Business di nicchia e nuovi modelli
L’investimento iniziale su Incuso, poco più di dieci anni fa, fu di 4mila euro e ora il fatturato (compresi capperi e pomodori) è di 433mila euro. Anche se la produzione di olio quest’anno è raddoppiata a 200 quintali (senza dimenticare che il 30% del business è rappresentato dalle olive “da aperitivo”), Incuso rimane comunque una realtà di nicchia che vende (a prezzi ben più alti della media) per la quasi totalità ai ristoratori, che nel progetto di Bonsignore hanno il compito di essere ambasciatori della visione innovativa che sta dietro il prodotto.

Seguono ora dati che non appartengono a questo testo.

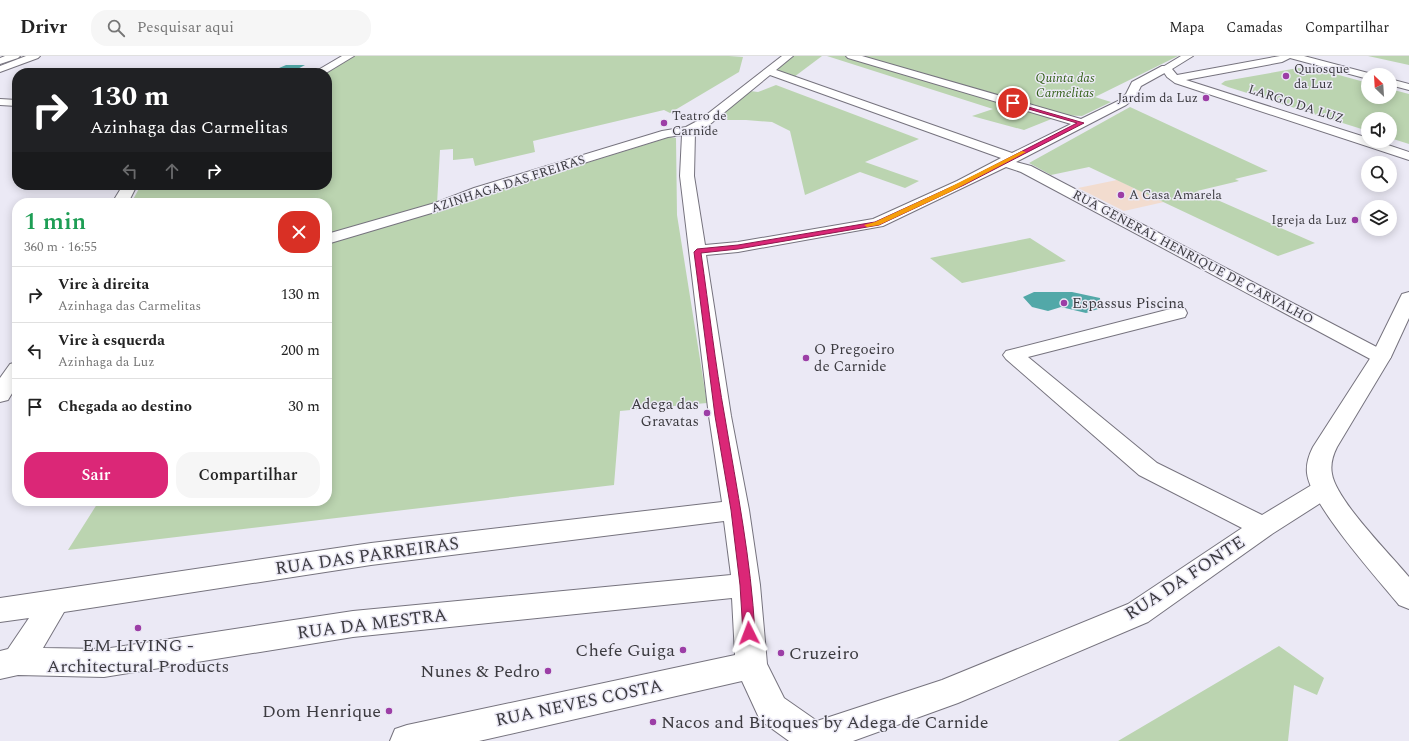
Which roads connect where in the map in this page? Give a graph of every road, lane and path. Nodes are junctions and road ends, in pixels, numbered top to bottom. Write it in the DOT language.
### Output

Non si rischia di cadere nella stessa trappola della “parcellizzazione” che causa l’abbandono dei campi e soprattutto che i risultati del progetto rimangano accessibili solo ad una elite che si può permettere di pagare di più? «L’importante è avviare la rivoluzione di un cambio di modello, io da solo non ho la forza di farlo, ma spero che si generi un effetto imitazione. E poi deve crescere la cultura dell’olio, si può usare un olio da 13 euro al litro per cucinare e uno da 25 per condire a crudo. Deve succedere quello che è successo per il vino». Il Mozzafiato di Incuso, topo di gamma, costa 80 euro al litro ed è praticamente tutto venduto già prima di essere prodotto.